MDC-T national spokesperson Douglas Mwonzora has said party leader Morgan Tsvangirai was sincere in his call for those who broke away from the original opposition party to return so they could form a united front against Zanu PF in the 2018 elections.
On Sunday, Tsvangirai pleaded with MDC leader Welshman Ncube, MDC 99 leader Job Sikhala and National Constitutional Assembly (NCA) chairperson Lovemore Madhuku to return to the fold to fight Zanu PF as one.
Ncube and Sikhala left the MDC in 2005 following a row over participation in the senate elections and Madhuku disengaged the NCA from backing the MDC-T during the Copac constitution-making process.

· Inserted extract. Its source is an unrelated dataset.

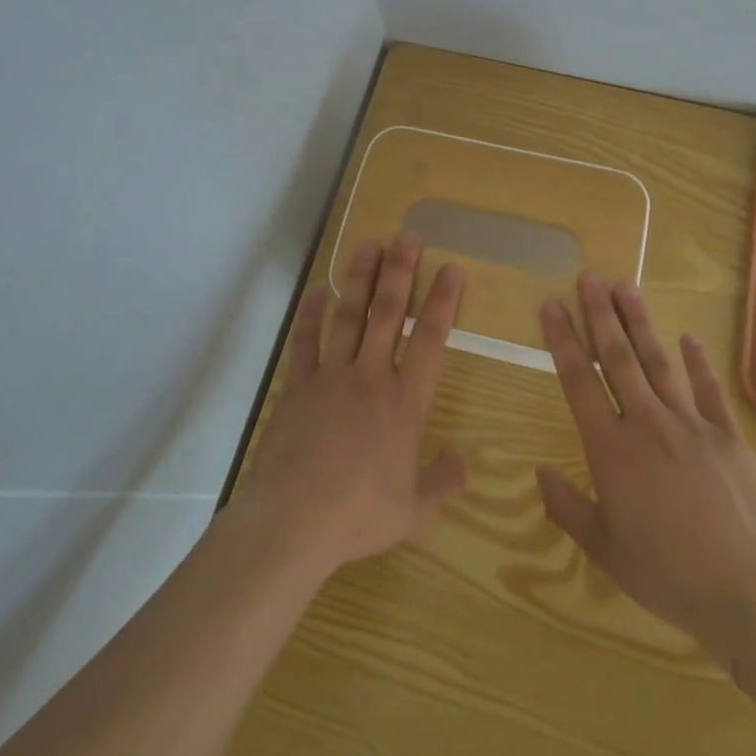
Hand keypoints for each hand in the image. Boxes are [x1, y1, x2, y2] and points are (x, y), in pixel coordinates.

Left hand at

Ncube formed his own MDC party whose performance in the 2008 elections saw it emerging as a kingmaker after the polls produced Zimbabwe’s first hung Parliament.
The MDC-T and MDC have both spurned calls for an alliance that would have dislodged Zanu PF from power in the 2008 polls.
Mwonzora said Tsvangirai’s pleas at his party’s rally in the high-density suburb of Budiriro in Harare for unification of opposition forces in the country were very sincere.
“I do not know why some parties have resorted to slander in this issue. We need to be a united front to fight this dictatorship,” Mwonzora said.
“It makes sense for people to unite as a force instead of challenging Zanu PF as small political fiefdoms.”
Sikhala has left doors open for negotiations “if Tsvangirai follows proper channels”.
Madhuku said he would not comment on issues he had not been appraised of by Tsvangirai himself.
MDC spokesperson Nhlanhla Dube said his party did not take any calls for engagement made at a rally seriously, but said they were open to a coalition with other political parties through proper negotiations.
Mwonzora said an early congress for the party was a possibility if the national executive council demanded it.
“The president (Tsvangirai) has said if that happens, he is not opposed to it and if anyone wants to contest any position, they are free to do so,” Mwonzora said.